• [EXCERPTED RECORDS]:

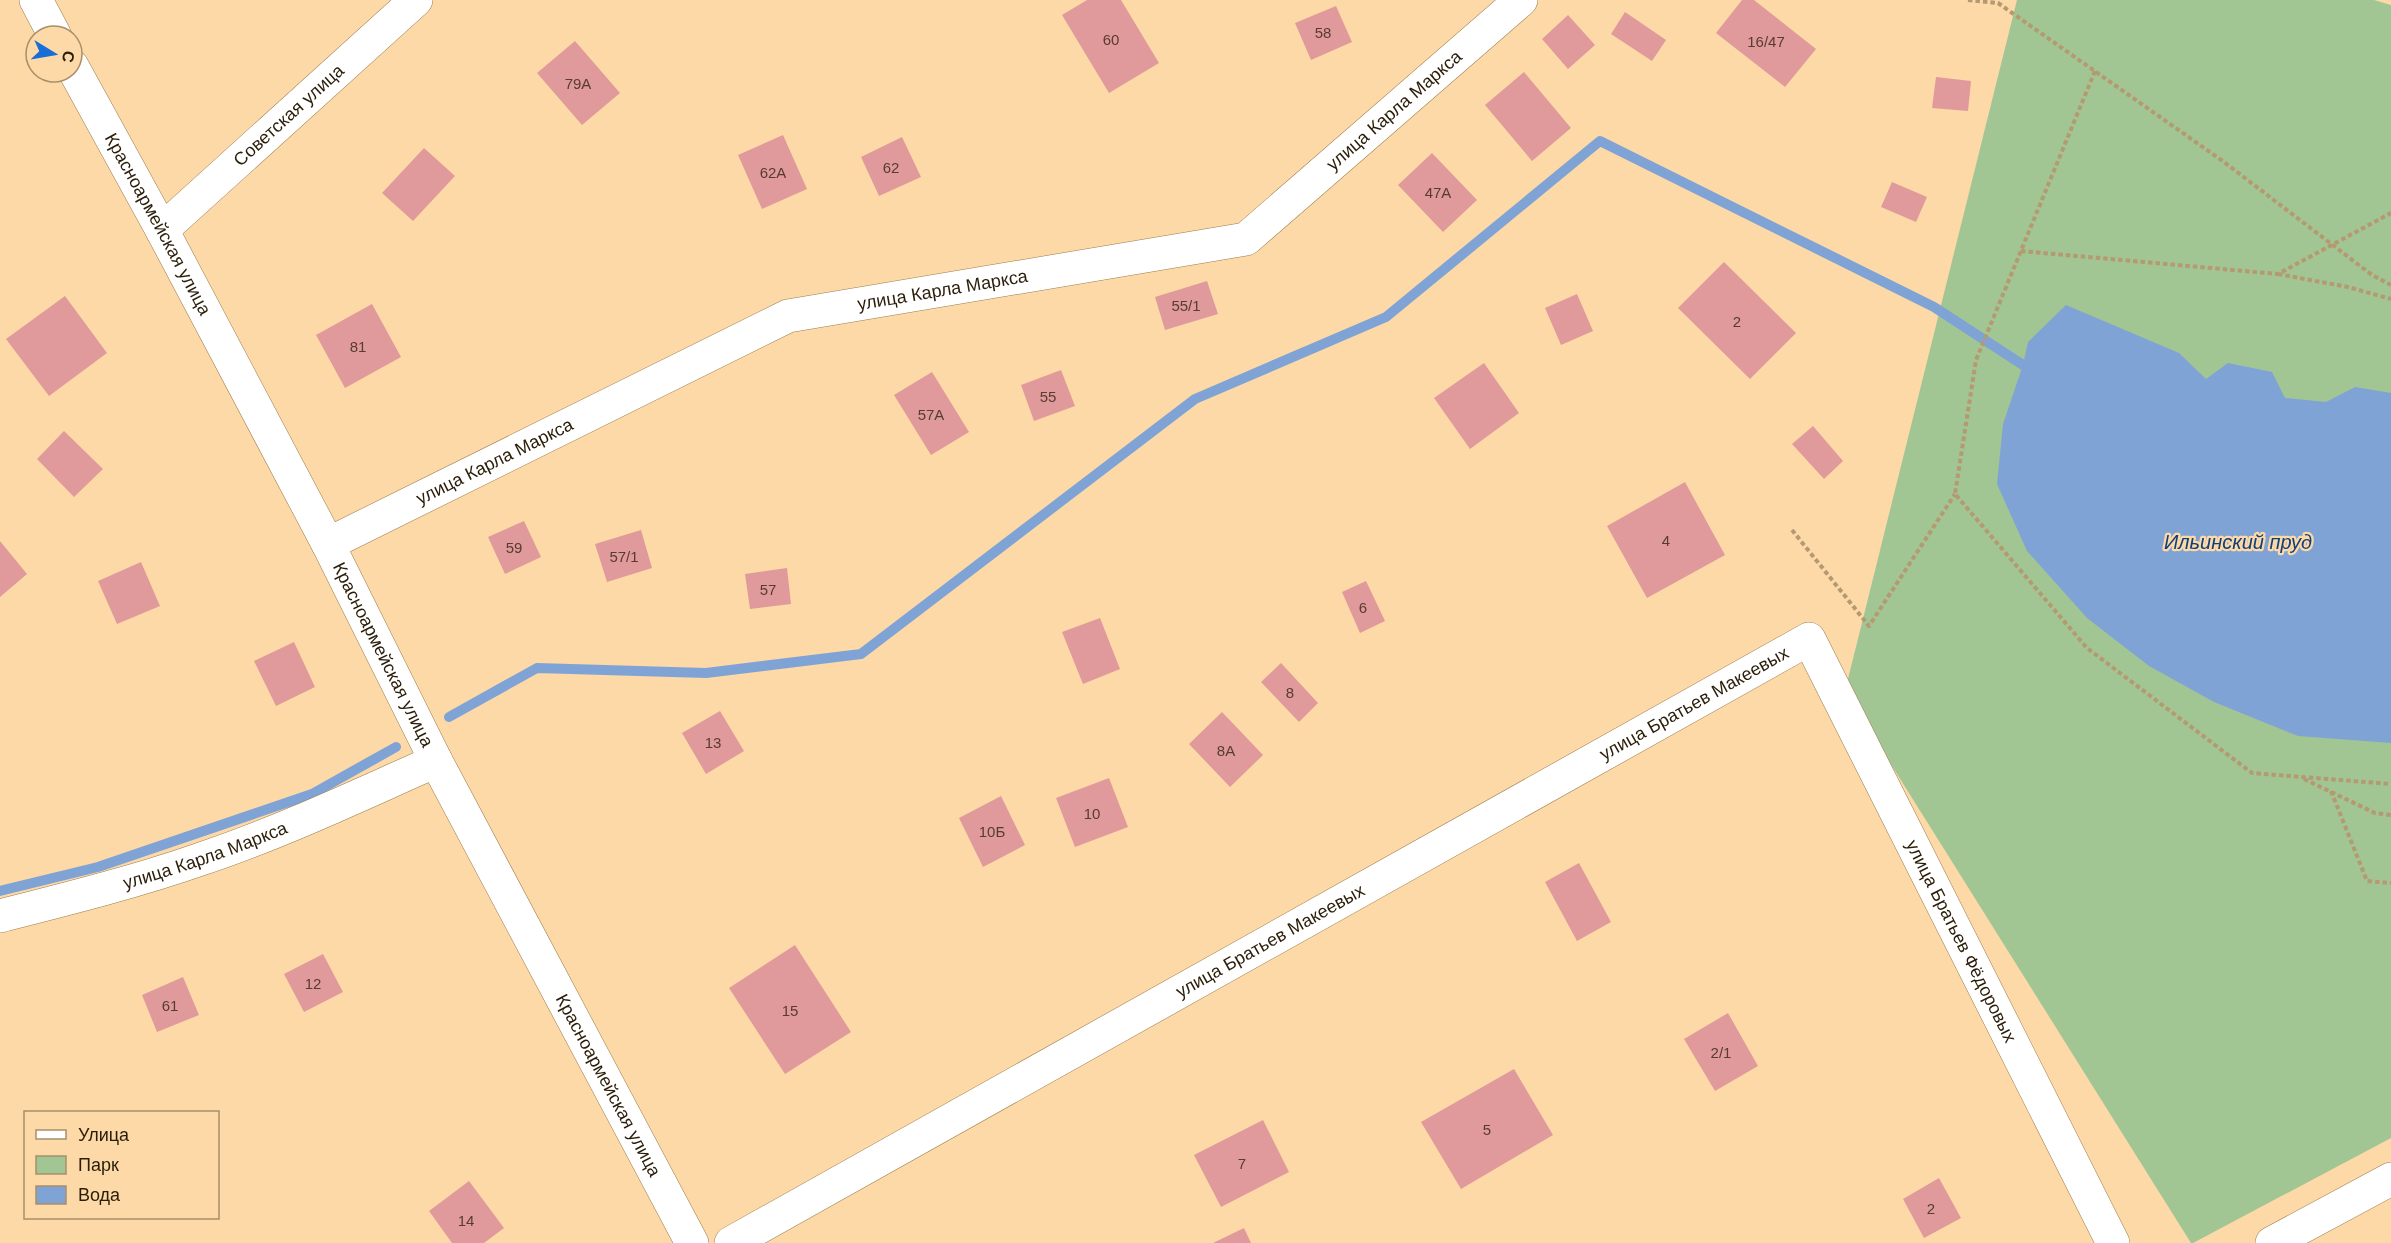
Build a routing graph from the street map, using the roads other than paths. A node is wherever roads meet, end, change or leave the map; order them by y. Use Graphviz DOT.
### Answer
graph roads {
  1 [pos="36,0"];
  2 [pos="417,0"];
  3 [pos="1521,0"];
  4 [pos="49,24"];
  5 [pos="82,84"];
  6 [pos="162,230"];
  7 [pos="328,544"];
  8 [pos="1809,639"];
  9 [pos="436,761"];
  10 [pos="0,916"];
  11 [pos="2391,1179"];
  12 [pos="692,1243"];
  13 [pos="731,1243"];
  14 [pos="2113,1243"];
  15 [pos="2272,1243"];
  1 -- 4 [label="street"];
  2 -- 6 [label="street, Советская улица"];
  3 -- 7 [label="street, улица Карла Маркса"];
  5 -- 6 [label="street, Красноармейская улица"];
  6 -- 7 [label="street, Красноармейская улица"];
  7 -- 9 [label="street, Красноармейская улица"];
  8 -- 13 [label="street, улица Братьев Макеевых"];
  8 -- 14 [label="street, улица Братьев Фёдоровых"];
  9 -- 10 [label="street, улица Карла Маркса"];
  9 -- 12 [label="street, Красноармейская улица"];
  11 -- 15 [label="street"];
}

• [PROBLEM STATEMENT]: Leave out the pictures and set down everything else in the entries above exactly.

• [TASK RESPONSE]:
Build a routing graph from the street map, using the roads other than paths. A node is wherever roads meet, end, change or leave the map; order them by y. Use Graphviz DOT.
### Answer
graph roads {
  1 [pos="36,0"];
  2 [pos="417,0"];
  3 [pos="1521,0"];
  4 [pos="49,24"];
  5 [pos="82,84"];
  6 [pos="162,230"];
  7 [pos="328,544"];
  8 [pos="1809,639"];
  9 [pos="436,761"];
  10 [pos="0,916"];
  11 [pos="2391,1179"];
  12 [pos="692,1243"];
  13 [pos="731,1243"];
  14 [pos="2113,1243"];
  15 [pos="2272,1243"];
  1 -- 4 [label="street"];
  2 -- 6 [label="street, Советская улица"];
  3 -- 7 [label="street, улица Карла Маркса"];
  5 -- 6 [label="street, Красноармейская улица"];
  6 -- 7 [label="street, Красноармейская улица"];
  7 -- 9 [label="street, Красноармейская улица"];
  8 -- 13 [label="street, улица Братьев Макеевых"];
  8 -- 14 [label="street, улица Братьев Фёдоровых"];
  9 -- 10 [label="street, улица Карла Маркса"];
  9 -- 12 [label="street, Красноармейская улица"];
  11 -- 15 [label="street"];
}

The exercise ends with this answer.